The building is rather small, and there isn't a lot of room for displays,
but what they had up was interesting. The admission price was
$5.00/person (1990s-pricing). Not expensive admission, but not cheap
either, because you can see everything in about 15 minutes. When I was
there, the dino mummy hadn't been collected yet.
BTW: For anyone interested in experiencing small town Americana, driving
the Hi-Line is worth it. The towns have remained largely unchanged since
the 1960s ("unchanged" in the good sense). Watching the blazing summer
sun come up while I was eating pancakes, ham, and coffee in a 1940's
brick diner in downtown Havre is one of my fond memories.

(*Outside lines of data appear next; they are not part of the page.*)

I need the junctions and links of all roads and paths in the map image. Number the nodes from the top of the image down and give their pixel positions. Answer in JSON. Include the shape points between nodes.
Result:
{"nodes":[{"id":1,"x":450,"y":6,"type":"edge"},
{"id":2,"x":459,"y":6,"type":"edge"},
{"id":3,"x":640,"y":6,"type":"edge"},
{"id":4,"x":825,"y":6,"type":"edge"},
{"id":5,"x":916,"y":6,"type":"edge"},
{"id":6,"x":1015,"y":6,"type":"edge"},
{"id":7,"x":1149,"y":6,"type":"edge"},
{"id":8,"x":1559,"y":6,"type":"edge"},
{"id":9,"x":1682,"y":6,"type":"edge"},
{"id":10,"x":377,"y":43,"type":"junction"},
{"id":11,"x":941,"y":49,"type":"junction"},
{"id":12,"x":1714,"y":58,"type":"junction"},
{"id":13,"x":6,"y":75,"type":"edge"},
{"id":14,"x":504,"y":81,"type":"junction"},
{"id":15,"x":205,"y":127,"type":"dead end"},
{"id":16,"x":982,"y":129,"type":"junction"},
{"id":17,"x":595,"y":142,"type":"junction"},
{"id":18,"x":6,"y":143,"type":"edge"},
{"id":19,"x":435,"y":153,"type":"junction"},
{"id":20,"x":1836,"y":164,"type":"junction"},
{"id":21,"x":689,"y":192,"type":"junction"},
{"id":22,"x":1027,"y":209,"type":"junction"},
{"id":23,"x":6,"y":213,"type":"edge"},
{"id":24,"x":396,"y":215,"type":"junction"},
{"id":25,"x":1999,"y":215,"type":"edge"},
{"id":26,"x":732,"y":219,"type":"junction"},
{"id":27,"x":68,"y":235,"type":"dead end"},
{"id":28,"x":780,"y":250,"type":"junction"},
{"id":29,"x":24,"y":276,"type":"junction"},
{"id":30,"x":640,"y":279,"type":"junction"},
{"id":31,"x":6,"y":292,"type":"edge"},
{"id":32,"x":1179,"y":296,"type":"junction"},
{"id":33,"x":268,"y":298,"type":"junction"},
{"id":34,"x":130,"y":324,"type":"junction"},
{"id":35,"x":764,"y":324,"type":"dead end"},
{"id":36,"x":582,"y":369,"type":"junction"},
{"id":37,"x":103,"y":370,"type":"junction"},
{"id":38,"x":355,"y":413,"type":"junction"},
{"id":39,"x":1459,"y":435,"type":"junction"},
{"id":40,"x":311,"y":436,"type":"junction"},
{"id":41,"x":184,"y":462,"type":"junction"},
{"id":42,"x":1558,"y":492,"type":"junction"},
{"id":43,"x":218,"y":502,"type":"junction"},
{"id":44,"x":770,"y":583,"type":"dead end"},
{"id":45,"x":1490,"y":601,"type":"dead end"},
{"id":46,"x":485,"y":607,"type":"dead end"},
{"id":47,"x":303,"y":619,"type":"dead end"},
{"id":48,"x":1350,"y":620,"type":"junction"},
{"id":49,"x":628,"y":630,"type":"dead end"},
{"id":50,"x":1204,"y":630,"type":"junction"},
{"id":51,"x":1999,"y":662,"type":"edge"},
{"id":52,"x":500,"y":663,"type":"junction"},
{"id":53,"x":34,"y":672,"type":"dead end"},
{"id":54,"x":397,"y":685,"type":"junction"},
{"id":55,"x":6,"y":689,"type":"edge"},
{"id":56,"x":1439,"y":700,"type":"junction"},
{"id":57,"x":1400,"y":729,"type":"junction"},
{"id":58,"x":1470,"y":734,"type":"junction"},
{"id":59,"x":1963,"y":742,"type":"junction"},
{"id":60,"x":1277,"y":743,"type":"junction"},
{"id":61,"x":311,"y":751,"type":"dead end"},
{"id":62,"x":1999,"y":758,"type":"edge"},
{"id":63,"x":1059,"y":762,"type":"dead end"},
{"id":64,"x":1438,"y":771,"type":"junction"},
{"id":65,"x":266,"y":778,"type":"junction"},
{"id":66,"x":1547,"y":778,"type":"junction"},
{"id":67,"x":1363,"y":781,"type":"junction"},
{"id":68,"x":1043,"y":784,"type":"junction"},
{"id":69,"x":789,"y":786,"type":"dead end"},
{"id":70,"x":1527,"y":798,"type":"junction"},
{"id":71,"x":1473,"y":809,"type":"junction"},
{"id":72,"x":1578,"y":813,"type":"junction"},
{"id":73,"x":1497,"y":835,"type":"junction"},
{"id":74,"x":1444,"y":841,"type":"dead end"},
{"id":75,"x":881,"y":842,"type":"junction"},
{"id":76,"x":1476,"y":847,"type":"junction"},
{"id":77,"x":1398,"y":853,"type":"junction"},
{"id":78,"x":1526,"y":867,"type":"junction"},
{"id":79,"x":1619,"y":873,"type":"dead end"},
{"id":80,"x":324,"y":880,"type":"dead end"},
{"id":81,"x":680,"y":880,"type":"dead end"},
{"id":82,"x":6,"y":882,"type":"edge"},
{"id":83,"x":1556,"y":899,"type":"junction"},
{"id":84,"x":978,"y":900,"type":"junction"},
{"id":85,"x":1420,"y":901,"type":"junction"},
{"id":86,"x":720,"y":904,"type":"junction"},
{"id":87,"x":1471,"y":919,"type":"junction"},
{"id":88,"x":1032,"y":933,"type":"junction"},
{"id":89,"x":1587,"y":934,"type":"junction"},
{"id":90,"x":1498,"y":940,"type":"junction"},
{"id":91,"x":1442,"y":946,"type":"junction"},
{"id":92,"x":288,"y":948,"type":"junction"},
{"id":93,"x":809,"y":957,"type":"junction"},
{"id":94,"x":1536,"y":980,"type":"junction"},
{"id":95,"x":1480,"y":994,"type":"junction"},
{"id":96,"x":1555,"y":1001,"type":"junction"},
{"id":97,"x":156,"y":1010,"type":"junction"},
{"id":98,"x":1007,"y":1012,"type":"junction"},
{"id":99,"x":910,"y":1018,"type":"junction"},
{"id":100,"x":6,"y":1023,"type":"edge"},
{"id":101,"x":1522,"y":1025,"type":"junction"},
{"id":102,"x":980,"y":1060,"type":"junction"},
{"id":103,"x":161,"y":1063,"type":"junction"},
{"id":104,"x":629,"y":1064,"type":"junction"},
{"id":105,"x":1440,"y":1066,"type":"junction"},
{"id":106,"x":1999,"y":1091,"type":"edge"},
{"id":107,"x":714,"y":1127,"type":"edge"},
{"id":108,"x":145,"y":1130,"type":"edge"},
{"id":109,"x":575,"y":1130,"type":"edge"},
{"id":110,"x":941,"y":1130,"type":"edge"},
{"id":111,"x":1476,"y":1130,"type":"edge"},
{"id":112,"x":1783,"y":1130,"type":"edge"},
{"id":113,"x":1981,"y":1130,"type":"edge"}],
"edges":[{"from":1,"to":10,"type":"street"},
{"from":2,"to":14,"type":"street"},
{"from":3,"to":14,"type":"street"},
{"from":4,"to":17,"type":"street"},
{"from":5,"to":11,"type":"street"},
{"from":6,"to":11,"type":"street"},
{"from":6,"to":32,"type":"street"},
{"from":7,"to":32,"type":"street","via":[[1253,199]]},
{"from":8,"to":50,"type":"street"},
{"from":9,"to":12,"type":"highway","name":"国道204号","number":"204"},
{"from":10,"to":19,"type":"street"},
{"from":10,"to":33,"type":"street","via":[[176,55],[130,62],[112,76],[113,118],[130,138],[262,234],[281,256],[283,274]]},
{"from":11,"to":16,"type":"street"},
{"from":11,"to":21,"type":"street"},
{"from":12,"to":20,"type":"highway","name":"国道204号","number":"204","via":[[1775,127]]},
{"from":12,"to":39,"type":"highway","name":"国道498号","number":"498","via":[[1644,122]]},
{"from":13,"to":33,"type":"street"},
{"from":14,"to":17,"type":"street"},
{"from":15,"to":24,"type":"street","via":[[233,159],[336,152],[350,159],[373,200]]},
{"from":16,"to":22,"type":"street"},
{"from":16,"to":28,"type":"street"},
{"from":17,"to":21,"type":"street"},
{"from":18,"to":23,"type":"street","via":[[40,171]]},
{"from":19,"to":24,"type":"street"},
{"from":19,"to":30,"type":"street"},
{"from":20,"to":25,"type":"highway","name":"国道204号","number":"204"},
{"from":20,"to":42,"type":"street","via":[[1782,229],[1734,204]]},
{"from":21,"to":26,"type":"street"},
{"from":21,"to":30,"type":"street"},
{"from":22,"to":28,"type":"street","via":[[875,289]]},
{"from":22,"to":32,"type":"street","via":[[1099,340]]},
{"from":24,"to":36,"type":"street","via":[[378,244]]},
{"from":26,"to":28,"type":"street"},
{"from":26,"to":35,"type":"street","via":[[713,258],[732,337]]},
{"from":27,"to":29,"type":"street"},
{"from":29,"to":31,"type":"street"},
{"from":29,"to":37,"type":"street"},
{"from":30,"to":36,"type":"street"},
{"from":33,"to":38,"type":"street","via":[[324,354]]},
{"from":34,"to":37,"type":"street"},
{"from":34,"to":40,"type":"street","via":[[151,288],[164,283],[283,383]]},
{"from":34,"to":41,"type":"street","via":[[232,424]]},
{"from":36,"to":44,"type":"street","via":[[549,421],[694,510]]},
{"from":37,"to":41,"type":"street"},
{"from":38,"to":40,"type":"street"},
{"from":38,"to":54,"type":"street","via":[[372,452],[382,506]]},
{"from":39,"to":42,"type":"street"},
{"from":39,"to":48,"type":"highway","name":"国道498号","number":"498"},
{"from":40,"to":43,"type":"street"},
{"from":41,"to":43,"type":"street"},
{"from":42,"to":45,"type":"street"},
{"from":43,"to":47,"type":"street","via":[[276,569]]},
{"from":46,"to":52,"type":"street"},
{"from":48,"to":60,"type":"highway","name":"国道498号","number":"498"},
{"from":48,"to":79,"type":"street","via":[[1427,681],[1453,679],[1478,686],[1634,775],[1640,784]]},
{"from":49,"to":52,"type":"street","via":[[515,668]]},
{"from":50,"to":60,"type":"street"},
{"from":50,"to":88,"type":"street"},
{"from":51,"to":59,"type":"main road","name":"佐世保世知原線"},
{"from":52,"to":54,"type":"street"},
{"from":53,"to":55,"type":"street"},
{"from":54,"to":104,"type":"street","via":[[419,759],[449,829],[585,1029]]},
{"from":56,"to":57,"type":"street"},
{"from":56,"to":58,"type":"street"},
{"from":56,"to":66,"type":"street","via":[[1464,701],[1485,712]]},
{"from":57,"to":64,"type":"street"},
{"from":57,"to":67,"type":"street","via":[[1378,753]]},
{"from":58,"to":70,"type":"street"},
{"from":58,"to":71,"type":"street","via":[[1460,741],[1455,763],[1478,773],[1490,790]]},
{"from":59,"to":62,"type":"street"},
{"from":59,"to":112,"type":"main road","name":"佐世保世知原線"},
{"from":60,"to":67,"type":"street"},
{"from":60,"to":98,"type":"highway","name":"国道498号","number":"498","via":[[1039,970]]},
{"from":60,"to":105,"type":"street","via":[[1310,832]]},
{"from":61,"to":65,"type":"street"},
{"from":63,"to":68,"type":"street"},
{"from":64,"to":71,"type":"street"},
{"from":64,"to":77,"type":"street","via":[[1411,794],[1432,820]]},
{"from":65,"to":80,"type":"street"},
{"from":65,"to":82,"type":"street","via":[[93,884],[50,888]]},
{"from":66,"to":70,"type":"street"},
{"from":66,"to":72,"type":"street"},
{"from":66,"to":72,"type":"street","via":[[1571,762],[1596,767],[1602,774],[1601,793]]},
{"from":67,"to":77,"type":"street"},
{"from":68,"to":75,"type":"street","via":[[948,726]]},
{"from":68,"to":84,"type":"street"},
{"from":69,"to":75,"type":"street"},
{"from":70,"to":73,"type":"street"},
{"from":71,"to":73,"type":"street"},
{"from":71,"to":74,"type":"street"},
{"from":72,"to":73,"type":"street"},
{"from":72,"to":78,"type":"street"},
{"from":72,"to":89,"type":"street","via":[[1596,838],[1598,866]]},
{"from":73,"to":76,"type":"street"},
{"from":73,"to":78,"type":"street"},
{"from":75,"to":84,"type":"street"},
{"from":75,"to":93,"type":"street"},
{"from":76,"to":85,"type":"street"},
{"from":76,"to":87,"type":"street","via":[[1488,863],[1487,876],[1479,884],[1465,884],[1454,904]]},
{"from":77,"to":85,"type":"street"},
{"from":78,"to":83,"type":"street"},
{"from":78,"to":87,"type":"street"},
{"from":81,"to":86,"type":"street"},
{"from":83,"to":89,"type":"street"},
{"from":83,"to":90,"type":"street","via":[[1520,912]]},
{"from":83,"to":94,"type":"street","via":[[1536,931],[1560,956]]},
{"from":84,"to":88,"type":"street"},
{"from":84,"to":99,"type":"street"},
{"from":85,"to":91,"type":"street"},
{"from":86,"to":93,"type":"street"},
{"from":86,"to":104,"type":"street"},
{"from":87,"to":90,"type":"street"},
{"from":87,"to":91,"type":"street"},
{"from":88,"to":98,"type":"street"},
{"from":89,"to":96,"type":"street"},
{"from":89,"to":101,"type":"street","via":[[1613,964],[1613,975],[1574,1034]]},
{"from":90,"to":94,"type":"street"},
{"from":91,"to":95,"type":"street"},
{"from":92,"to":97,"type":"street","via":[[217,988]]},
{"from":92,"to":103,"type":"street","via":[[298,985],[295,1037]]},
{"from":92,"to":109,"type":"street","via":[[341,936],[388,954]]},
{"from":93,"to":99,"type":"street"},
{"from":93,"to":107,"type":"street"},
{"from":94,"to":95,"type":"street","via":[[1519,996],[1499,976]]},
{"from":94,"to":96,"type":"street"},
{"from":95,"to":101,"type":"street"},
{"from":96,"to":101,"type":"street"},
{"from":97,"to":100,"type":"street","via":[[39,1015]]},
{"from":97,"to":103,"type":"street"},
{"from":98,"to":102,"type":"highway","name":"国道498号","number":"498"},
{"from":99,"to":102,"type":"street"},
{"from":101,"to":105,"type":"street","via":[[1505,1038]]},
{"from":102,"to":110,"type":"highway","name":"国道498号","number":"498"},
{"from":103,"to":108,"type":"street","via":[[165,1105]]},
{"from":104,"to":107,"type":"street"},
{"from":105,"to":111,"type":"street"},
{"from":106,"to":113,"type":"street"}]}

On Sun, 17 Apr 2005 12:30:12 -0400 (EDT) MKIRKALDY@aol.com writes:
> In a message dated 4/15/2005 9:24:01 PM Eastern Standard Time,
> Danvarner@aol.com writes:
> The newspaper story states:
> << "I'm a scientist, first and foremost," said Nate Murphy, the
> paleontologist who helped find Leonardo and publicly unveiled him
> to great
> fanfare in 2002. "A specimen like Leonardo, he's our marquis
> specimen and
> deserves to be studied. I am getting all sorts of pressure from
> museums around the
> country to let them take him and do the research. They've got deep
> but once you give a specimen to another institution, it's hard to
> get him
> back." >>
> < Who are these deep-pocketed museums around the country so
> willing to
> snatch Leonardo from his rightful home? America wants to know!
> And so do I
> because I've never met a museum with deep pockets or even shallow
> ones for
> that matter. Signed, DV, a marquis specimen in his own right.>
> Who actually owns Leonardo and the other finds in the Judith River
> Institute/Phillips County Museum? Mr. Murphy is also listed as the
> curator of the Makoshika Dinosaur Museum.